In other words, I want to preserve ALL of the fields, but map to
something that awk could easily cut up afterwords, or open in a CSV
editor. I am unsure how to place the commas based on character
location.

Any ideas?
 
T

Tim Chase

I hope this is the right place to ask, but I am trying to come up with
a way to parse each line of a file. Unfortunately, the file is neither
comma, nor tab, nor space delimited. Rather, the character locations
imply what field it is.

For example:

The first ten characters would be the record number, the next
character is the client type, the next ten characters are a volume,
and the next three are order type, and the last character would be an
optional type depending on the order type.

Sounds like you could do something like

recno_idx = slice(0,10)
client_idx = slice(10, 11)
volume_idx = slice(11,11+10)
order_type_idx = slice(11+10, 11+10+3)

out = file('out.txt', 'w')
for line in file('in.txt'):
out.write(','.join([
s[recno_idx],
s[client_idx],
s[volume_idx],
s[order_type_idx],
s[11+10+3:],
]))
out.close()

-tkc
 
G

George Sakkis

Hello All:

I hope this is the right place to ask, but I am trying to come up with
a way to parse each line of a file.
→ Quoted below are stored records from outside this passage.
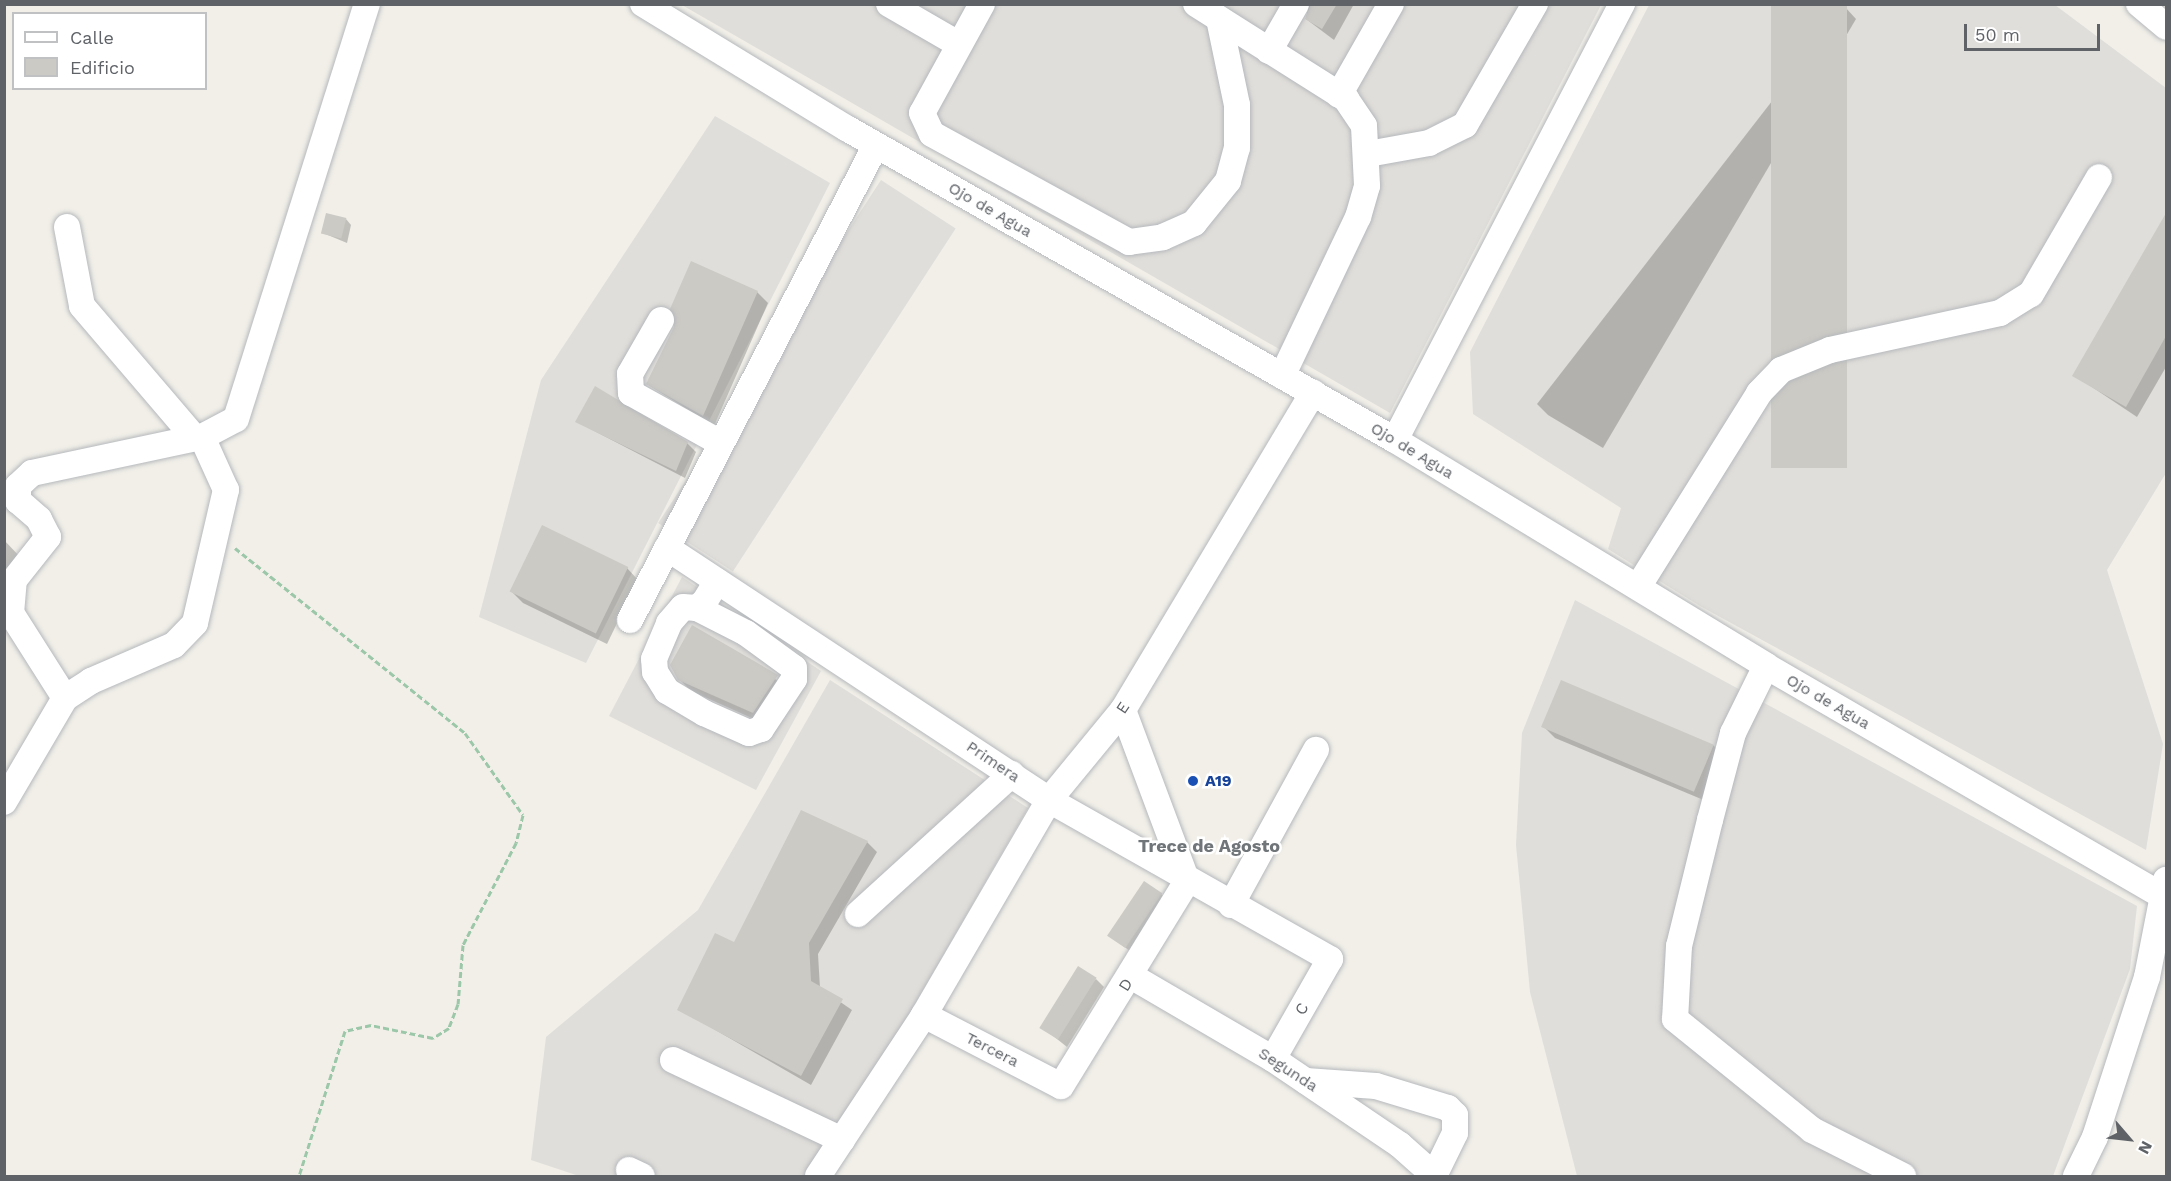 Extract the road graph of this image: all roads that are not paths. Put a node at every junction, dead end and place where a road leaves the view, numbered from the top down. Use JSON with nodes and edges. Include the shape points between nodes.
{"nodes":[{"id":1,"x":367,"y":4,"type":"edge"},
{"id":2,"x":643,"y":4,"type":"edge"},
{"id":3,"x":889,"y":4,"type":"edge"},
{"id":4,"x":982,"y":4,"type":"edge"},
{"id":5,"x":1196,"y":4,"type":"edge"},
{"id":6,"x":1296,"y":4,"type":"edge"},
{"id":7,"x":1391,"y":4,"type":"edge"},
{"id":8,"x":1535,"y":4,"type":"edge"},
{"id":9,"x":1622,"y":4,"type":"edge"},
{"id":10,"x":2139,"y":4,"type":"edge"},
{"id":11,"x":1219,"y":19,"type":"junction"},
{"id":12,"x":2166,"y":27,"type":"edge"},
{"id":13,"x":958,"y":44,"type":"junction"},
{"id":14,"x":1269,"y":51,"type":"junction"},
{"id":15,"x":1339,"y":94,"type":"junction"},
{"id":16,"x":876,"y":145,"type":"junction"},
{"id":17,"x":1368,"y":154,"type":"junction"},
{"id":18,"x":2099,"y":177,"type":"dead end"},
{"id":19,"x":67,"y":227,"type":"dead end"},
{"id":20,"x":661,"y":320,"type":"dead end"},
{"id":21,"x":1282,"y":376,"type":"junction"},
{"id":22,"x":1313,"y":393,"type":"junction"},
{"id":23,"x":198,"y":436,"type":"junction"},
{"id":24,"x":1395,"y":440,"type":"junction"},
{"id":25,"x":721,"y":443,"type":"junction"},
{"id":26,"x":667,"y":548,"type":"junction"},
{"id":27,"x":717,"y":581,"type":"junction"},
{"id":28,"x":1638,"y":587,"type":"junction"},
{"id":29,"x":697,"y":608,"type":"junction"},
{"id":30,"x":630,"y":620,"type":"dead end"},
{"id":31,"x":1766,"y":666,"type":"junction"},
{"id":32,"x":65,"y":698,"type":"junction"},
{"id":33,"x":1122,"y":710,"type":"junction"},
{"id":34,"x":1316,"y":750,"type":"dead end"},
{"id":35,"x":1012,"y":774,"type":"junction"},
{"id":36,"x":1049,"y":800,"type":"junction"},
{"id":37,"x":4,"y":802,"type":"edge"},
{"id":38,"x":1187,"y":881,"type":"junction"},
{"id":39,"x":2165,"y":888,"type":"edge"},
{"id":40,"x":1231,"y":905,"type":"junction"},
{"id":41,"x":858,"y":914,"type":"dead end"},
{"id":42,"x":1330,"y":959,"type":"joint"},
{"id":43,"x":1131,"y":976,"type":"junction"},
{"id":44,"x":924,"y":1015,"type":"junction"},
{"id":45,"x":1273,"y":1059,"type":"junction"},
{"id":46,"x":673,"y":1060,"type":"dead end"},
{"id":47,"x":1306,"y":1081,"type":"junction"},
{"id":48,"x":1061,"y":1086,"type":"joint"},
{"id":49,"x":842,"y":1140,"type":"junction"},
{"id":50,"x":818,"y":1176,"type":"edge"},
{"id":51,"x":1434,"y":1176,"type":"edge"},
{"id":52,"x":1903,"y":1176,"type":"edge"},
{"id":53,"x":2076,"y":1176,"type":"edge"}],
"edges":[{"from":1,"to":23,"type":"street","via":[[243,408],[236,419]]},
{"from":2,"to":16,"type":"street","name":"Ojo de Agua"},
{"from":3,"to":13,"type":"street"},
{"from":4,"to":13,"type":"street"},
{"from":5,"to":11,"type":"street"},
{"from":6,"to":14,"type":"street"},
{"from":7,"to":15,"type":"street"},
{"from":8,"to":17,"type":"street","via":[[1466,125],[1429,143]]},
{"from":9,"to":24,"type":"street"},
{"from":10,"to":12,"type":"street"},
{"from":11,"to":13,"type":"street","via":[[1237,105],[1237,148],[1228,181],[1194,223],[1163,237],[1129,242],[932,134],[922,113]]},
{"from":11,"to":14,"type":"street"},
{"from":14,"to":15,"type":"street"},
{"from":15,"to":17,"type":"street","via":[[1364,126]]},
{"from":16,"to":21,"type":"street","name":"Ojo de Agua"},
{"from":16,"to":25,"type":"street"},
{"from":17,"to":21,"type":"street","via":[[1358,217]]},
{"from":18,"to":28,"type":"street","via":[[2031,294],[2001,313],[1830,350],[1780,369],[1759,393]]},
{"from":19,"to":23,"type":"street","via":[[82,306]]},
{"from":20,"to":25,"type":"street","via":[[630,374],[631,393]]},
{"from":21,"to":22,"type":"street","name":"Ojo de Agua"},
{"from":22,"to":24,"type":"street","name":"Ojo de Agua"},
{"from":22,"to":33,"type":"street","name":"E"},
{"from":23,"to":32,"type":"street","via":[[226,490],[203,605],[174,645],[91,681]]},
{"from":23,"to":32,"type":"street","via":[[32,473],[18,486],[18,501],[47,530],[47,543],[14,580],[8,598],[20,629]]},
{"from":24,"to":28,"type":"street","name":"Ojo de Agua"},
{"from":25,"to":26,"type":"street"},
{"from":26,"to":27,"type":"street","name":"Primera"},
{"from":26,"to":30,"type":"street"},
{"from":27,"to":29,"type":"street"},
{"from":27,"to":35,"type":"street","name":"Primera"},
{"from":28,"to":31,"type":"street","name":"Ojo de Agua"},
{"from":29,"to":29,"type":"street","via":[[746,633],[794,668],[794,679],[761,729],[749,734],[704,712],[667,691],[655,672],[654,659],[669,623],[683,607]]},
{"from":31,"to":39,"type":"street","name":"Ojo de Agua"},
{"from":31,"to":52,"type":"street","via":[[1730,744],[1679,946],[1675,1019],[1812,1130]]},
{"from":32,"to":37,"type":"street"},
{"from":33,"to":36,"type":"street","name":"E"},
{"from":33,"to":38,"type":"street"},
{"from":34,"to":40,"type":"street"},
{"from":35,"to":36,"type":"street","name":"Primera"},
{"from":35,"to":41,"type":"street"},
{"from":36,"to":38,"type":"street","name":"Primera"},
{"from":36,"to":44,"type":"street","name":"E"},
{"from":38,"to":40,"type":"street","name":"Primera"},
{"from":38,"to":43,"type":"street","name":"D"},
{"from":39,"to":53,"type":"street","via":[[2146,977],[2095,1137]]},
{"from":40,"to":42,"type":"street","name":"Primera"},
{"from":42,"to":45,"type":"street","name":"C"},
{"from":43,"to":45,"type":"street","name":"Segunda"},
{"from":43,"to":48,"type":"street","name":"D"},
{"from":44,"to":48,"type":"street","name":"Tercera"},
{"from":44,"to":49,"type":"street","name":"E"},
{"from":45,"to":47,"type":"street","name":"Segunda"},
{"from":46,"to":49,"type":"street"},
{"from":47,"to":51,"type":"street","name":"Segunda","via":[[1400,1145]]},
{"from":47,"to":51,"type":"street","via":[[1376,1086],[1448,1108],[1457,1124]]},
{"from":49,"to":50,"type":"street","name":"E"}]}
Unfortunately, the file is neither
comma, nor tab, nor space delimited. Rather, the character locations
imply what field it is.

For example:

The first ten characters would be the record number, the next
character is the client type, the next ten characters are a volume,
and the next three are order type, and the last character would be an
optional type depending on the order type.

The lines are somewhat more complicated, but they work like that, and
not all have to be populated, in that they may contain spaces. For
example, the order number may be 2345, and it is space padded at the
beginning of the line, and other might be zero padded in the front.
Imagine I have a line:

______2345H0000300000_NC_

where the underscores indicate a space. I then want to map this to:

2345,H,0000300000,NC,

In other words, I want to preserve ALL of the fields, but map to
something that awk could easily cut up afterwords, or open in a CSV
editor. I am unsure how to place the commas based on character
location.

Any ideas?

Here's a general solution for fixed size records:
.... slices = len(sizes) * [None]
.... start = 0
.... for i,size in enumerate(sizes):
.... stop = start+size
.... slices = slice(start,stop)
.... start = stop
.... return lambda string: [string.strip() for s in slices]
....['2345', 'H', '0000300000', 'NC']

HTH,
George
 
C

Cameron Laird

Sounds like you could do something like

recno_idx = slice(0,10)
client_idx = slice(10, 11)
volume_idx = slice(11,11+10)
order_type_idx = slice(11+10, 11+10+3)
.
.
.
!? That seems to me confusingly far from a working solution,
at least in comparison to

recno_idex = the_line[0:10]
client_idx = the_line[10:11]
...

What am I missing?
 
A

Arnaud Delobelle

Sounds like you could do something like

recno_idx = slice(0,10)
client_idx = slice(10, 11)
volume_idx = slice(11,11+10)
order_type_idx = slice(11+10, 11+10+3)
.
.
.
!? That seems to me confusingly far from a working solution,
at least in comparison to

recno_idex = the_line[0:10]
client_idx = the_line[10:11]
...

What am I missing?

I suppose in your case the slice objects will be re-created for each
line, whereas with Tim's solution they are created once and for all
before the parsing starts. This may result in speedier parsing.
 
T

Tim Chase

recno_idx = slice(0,10)
client_idx = slice(10, 11)
volume_idx = slice(11,11+10)
order_type_idx = slice(11+10, 11+10+3)
.
!? That seems to me confusingly far from a working solution,
at least in comparison to

recno_idex = the_line[0:10]
client_idx = the_line[10:11]
...

What am I missing?

The "11+10" and "11+10+3" are to help show where the magic
numbers come from...that they're column-offsets from the previous
position...I suppose to have been consistent, I should have used

client_idx = the_line[10:10+1]

Somewhat like a kludgy version of George Sakkis's more elegant
version of slicing, but with the advantage of associating names
with the slice-boundaries.

It would be possible to write it as something like

for line in file('in.txt'):
out.write(','.join([
line[0:10], # recno
line[10:11], # client
line[11:21], # volume
line[21:24], # order
line[24:], # remainder
]))

but it's harder to verify that the slicing doesn't incur a
fence-posting error, and makes it harder to follow if
manipulations need further checking like

if line[client_idx] == 'F': continue # skip this client

There are a number of ways to slice & dice the line. I recommend
whichever is easiest to read/understand.

-tkc
 
B

bearophileHUGS

George Sakkis:
Here's a general solution for fixed size records:
...     slices = len(sizes) * [None]
...     start = 0
...     for i,size in enumerate(sizes):
...         stop = start+size
...         slices = slice(start,stop)
...         start = stop
...     return lambda string: [string.strip() for s in slices]
...>>> order_slicer = slicer(10,1,10,4)['2345', 'H', '0000300000', 'NC']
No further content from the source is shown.